Classe de Première ES2

L’abstrait brûlant de désir
Se déplaçait le long de mes formes
Le long de mes paroles

À l’aube fraîche et calme
Dans les draps du ciel
Dominés par l’intense lilas

Je repense à cette nuit éveillée
À ses courbes bleues,
Au souffle du vent contre ta peau

Tendres et douces pulsions
De naissances successives,
Toutes submergées de passions dissidentes

Matisse_Nu-bleu-II_1952_aIllustration : Henri Matisse, « Nu bleu II », 1952
Papiers gouachés, découpés et collés sur papier marouflé sur toile
Paris, Centre Pompidou

 

Le point de vue des auteures…

« Le désir, seul ressort du monde », écrivait André Breton dans L’Amour fou
De fait, le désir, chez les Surréalistes, est le point de convergence où se rassemblent les zones mystérieuses de l’inconscient, et l’enchantement du rêve. Tel a été le point de départ de ce poème qui évoque, à travers son titre, « Fruit de la passion », ce qui relève de la sensibilité, de l’émotion. Cette tonalité affective est ainsi suggérée dans le texte par l’évocation sensuelle d’un souvenir amoureux idéalisé, capable de modifier notre perception de la réalité.
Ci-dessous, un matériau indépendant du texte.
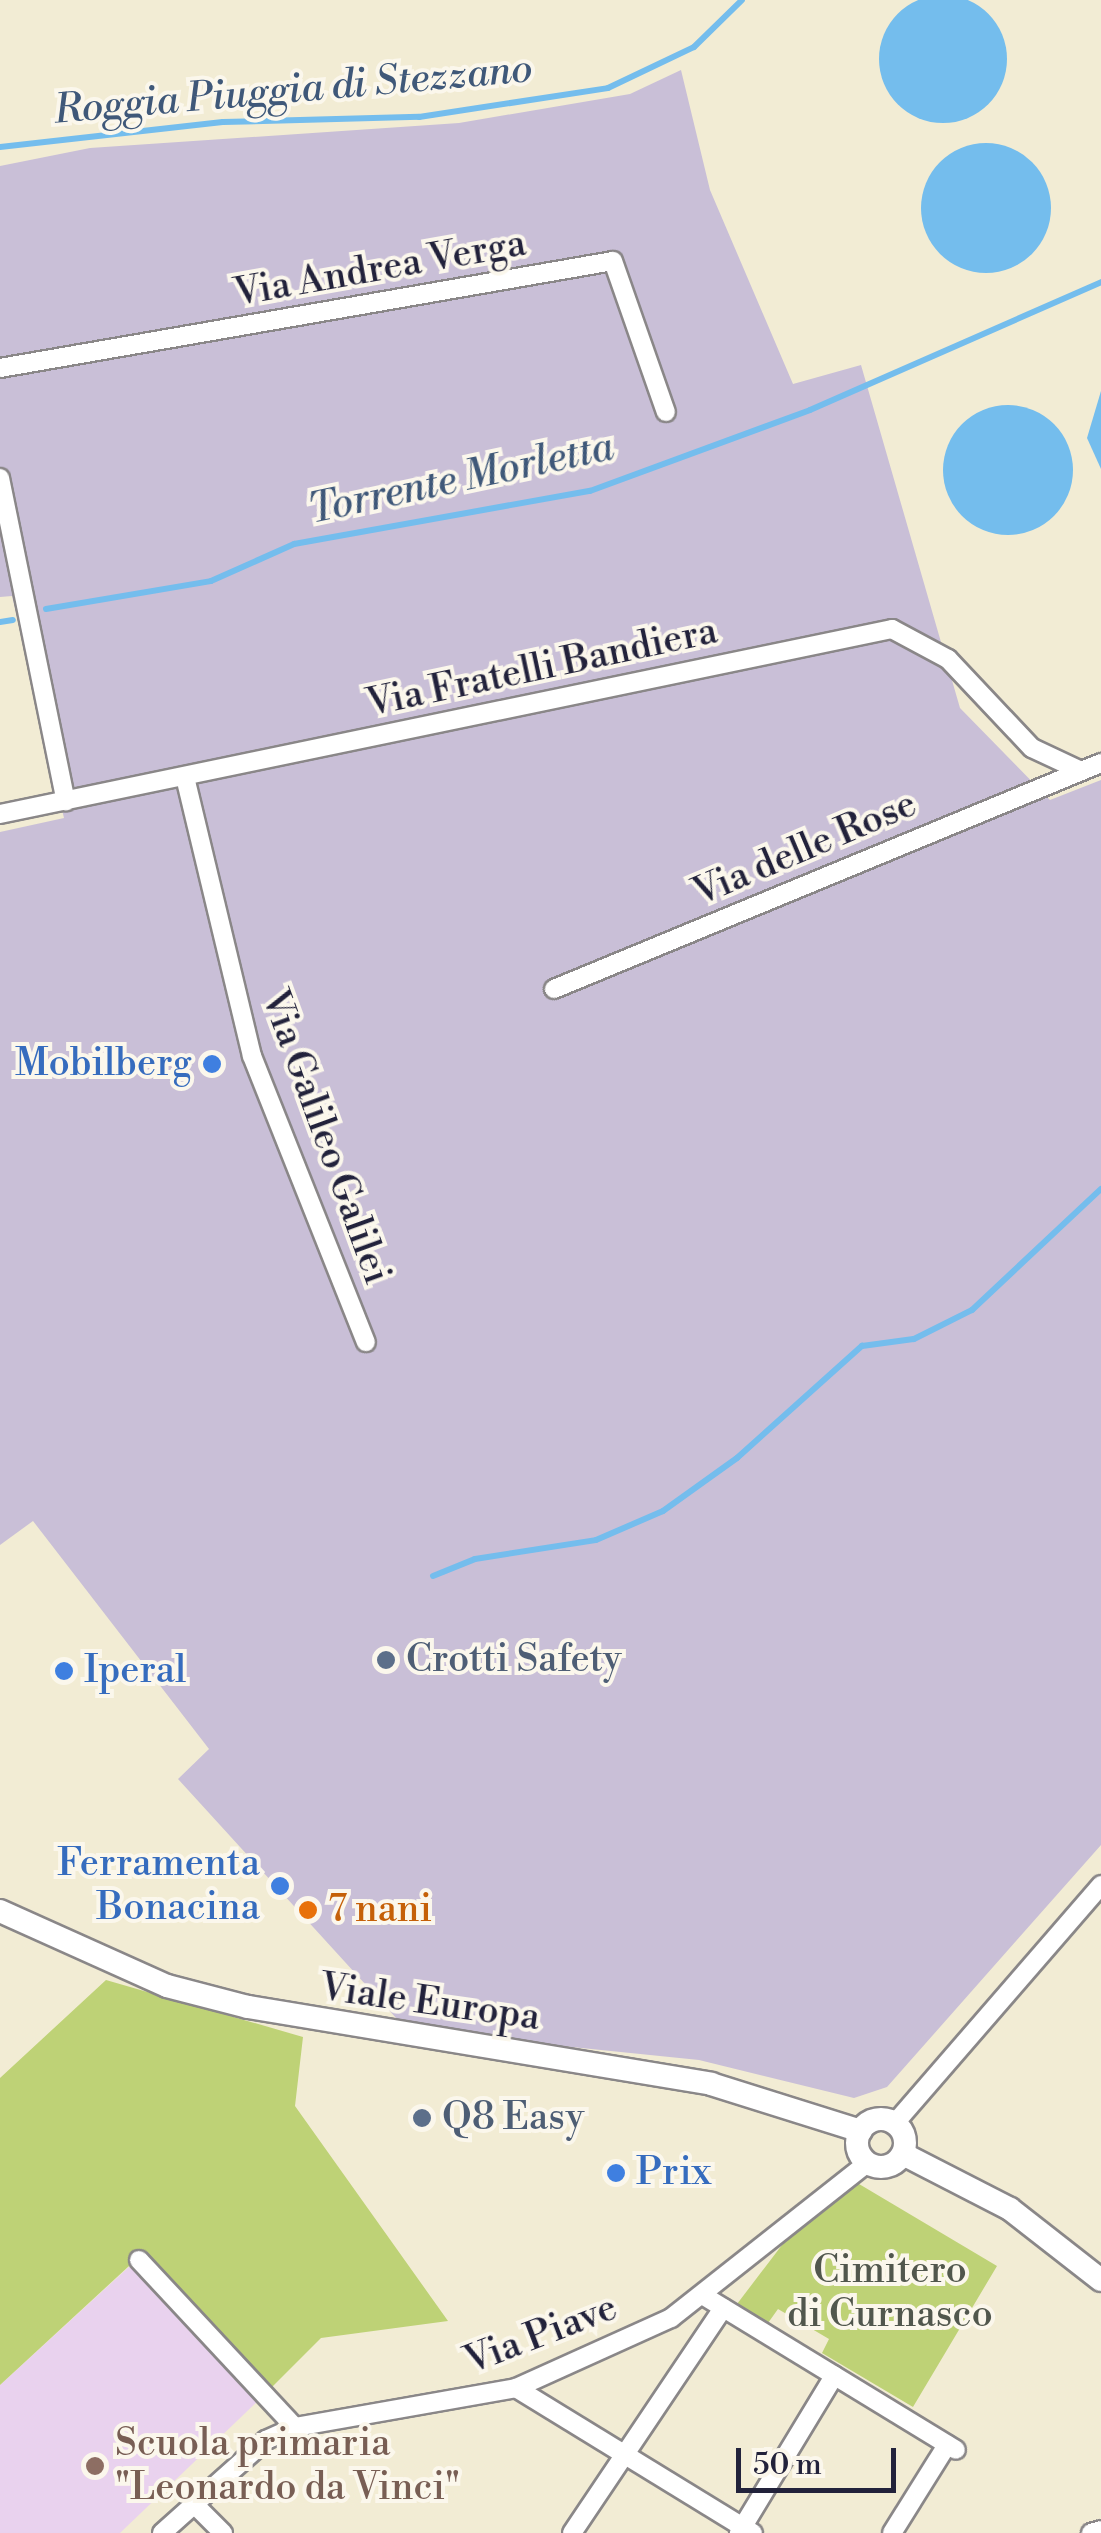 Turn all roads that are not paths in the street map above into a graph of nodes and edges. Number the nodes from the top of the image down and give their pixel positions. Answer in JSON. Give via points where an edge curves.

Les vers libres, l’absence de ponctuation, et surtout les associations insolites de mots et d’images nous ont paru aller de soi, lors de la création de ce texte, afin de toucher à l’irréel même, qui est l’essence de tout poème. Les sentiments notamment se nourrissent d’émotions : voici pourquoi la forme du texte devait rendre compte de cette nature complexe du phénomène passionnel. Ainsi, cette irréalité suggérée dès le début du poème par « l’abstrait brûlant de désir » (v. 1) mêle le plus intime du moi ( « le long de mes formes / Le long de mes paroles ») à la lumière de l’autre (« Au souffle du vent contre ta peau »). Les nombreuses personnifications associent la nuit à un univers intimiste et magique, à la fois démystification de la raison et du réel, mais aussi revendication des profondeurs du désir, quête mystique et onirique de la Vérité dans la lignée de Rimbaud, Paul Eluard, André Breton ou René Crevel

Ce n’est donc pas un hasard si le poème s’achève sur l’idée de mouvement, de désordre, voire de transgression. La passion devient ressort, énergie, source de vie :

Tendres et douces pulsions
De naissances successives,
Toutes submergées de passions dissidentes

Face à la réalité monotone, ces « douces pulsions », ces « naissances successives […] submergées de passions dissidentes » traduisent un dynamisme, un souffle : la forme exalte en effet le mouvement et fait ressortir le fond : la révélation d’une dimension spirituelle, dissidente, apte à métamorphoser la réalité. La poésie est parole, commandée par les mouvements humains les plus fondamentaux : battement du cœur, rythme de la respiration. Le Verbe poétique, parce qu’il permet de toucher l’inaccessible, apparaît comme le signe d’une transfiguration, d’un désir, d’une liberté « submerg[ée] de passions dissidentes ».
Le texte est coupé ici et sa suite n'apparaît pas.